**Problem description**
Reading the records below, how many lines contain "lane"? Respond with a number and nothing else.

[Data Boundary: Start]

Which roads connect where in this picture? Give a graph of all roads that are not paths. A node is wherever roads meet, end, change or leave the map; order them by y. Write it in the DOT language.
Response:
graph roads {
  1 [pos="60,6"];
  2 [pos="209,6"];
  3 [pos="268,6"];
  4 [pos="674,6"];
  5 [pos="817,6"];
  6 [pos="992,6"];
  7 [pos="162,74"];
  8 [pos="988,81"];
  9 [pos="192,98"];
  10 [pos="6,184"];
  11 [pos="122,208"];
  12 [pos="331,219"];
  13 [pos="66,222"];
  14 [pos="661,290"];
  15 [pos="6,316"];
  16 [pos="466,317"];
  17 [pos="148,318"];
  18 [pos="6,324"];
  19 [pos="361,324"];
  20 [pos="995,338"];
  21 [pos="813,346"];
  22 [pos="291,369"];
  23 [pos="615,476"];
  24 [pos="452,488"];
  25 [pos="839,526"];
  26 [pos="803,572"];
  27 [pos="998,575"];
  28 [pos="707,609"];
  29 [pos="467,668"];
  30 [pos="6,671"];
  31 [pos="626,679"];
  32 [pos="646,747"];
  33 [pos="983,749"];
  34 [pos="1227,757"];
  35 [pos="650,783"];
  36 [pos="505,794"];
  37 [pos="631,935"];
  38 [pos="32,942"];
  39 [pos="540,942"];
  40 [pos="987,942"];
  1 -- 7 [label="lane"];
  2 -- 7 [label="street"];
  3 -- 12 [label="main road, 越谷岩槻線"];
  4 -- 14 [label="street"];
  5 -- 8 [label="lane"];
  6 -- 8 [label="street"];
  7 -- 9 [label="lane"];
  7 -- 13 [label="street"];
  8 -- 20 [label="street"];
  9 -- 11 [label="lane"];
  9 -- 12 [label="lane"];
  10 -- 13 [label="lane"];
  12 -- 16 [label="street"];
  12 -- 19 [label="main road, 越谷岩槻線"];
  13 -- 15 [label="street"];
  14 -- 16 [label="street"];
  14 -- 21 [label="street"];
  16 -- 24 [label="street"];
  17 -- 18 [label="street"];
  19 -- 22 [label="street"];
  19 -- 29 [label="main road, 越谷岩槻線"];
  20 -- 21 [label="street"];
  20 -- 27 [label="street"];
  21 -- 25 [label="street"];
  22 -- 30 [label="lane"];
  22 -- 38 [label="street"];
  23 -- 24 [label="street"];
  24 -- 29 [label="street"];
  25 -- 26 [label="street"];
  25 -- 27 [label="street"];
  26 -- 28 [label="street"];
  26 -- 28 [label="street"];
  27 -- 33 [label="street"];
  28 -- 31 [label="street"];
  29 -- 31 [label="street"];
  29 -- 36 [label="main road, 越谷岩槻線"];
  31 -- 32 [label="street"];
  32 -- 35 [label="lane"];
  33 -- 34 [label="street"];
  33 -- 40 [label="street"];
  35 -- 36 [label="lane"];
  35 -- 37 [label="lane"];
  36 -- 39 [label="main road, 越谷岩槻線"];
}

[Data Boundary: End]

**Output of the exercise**
10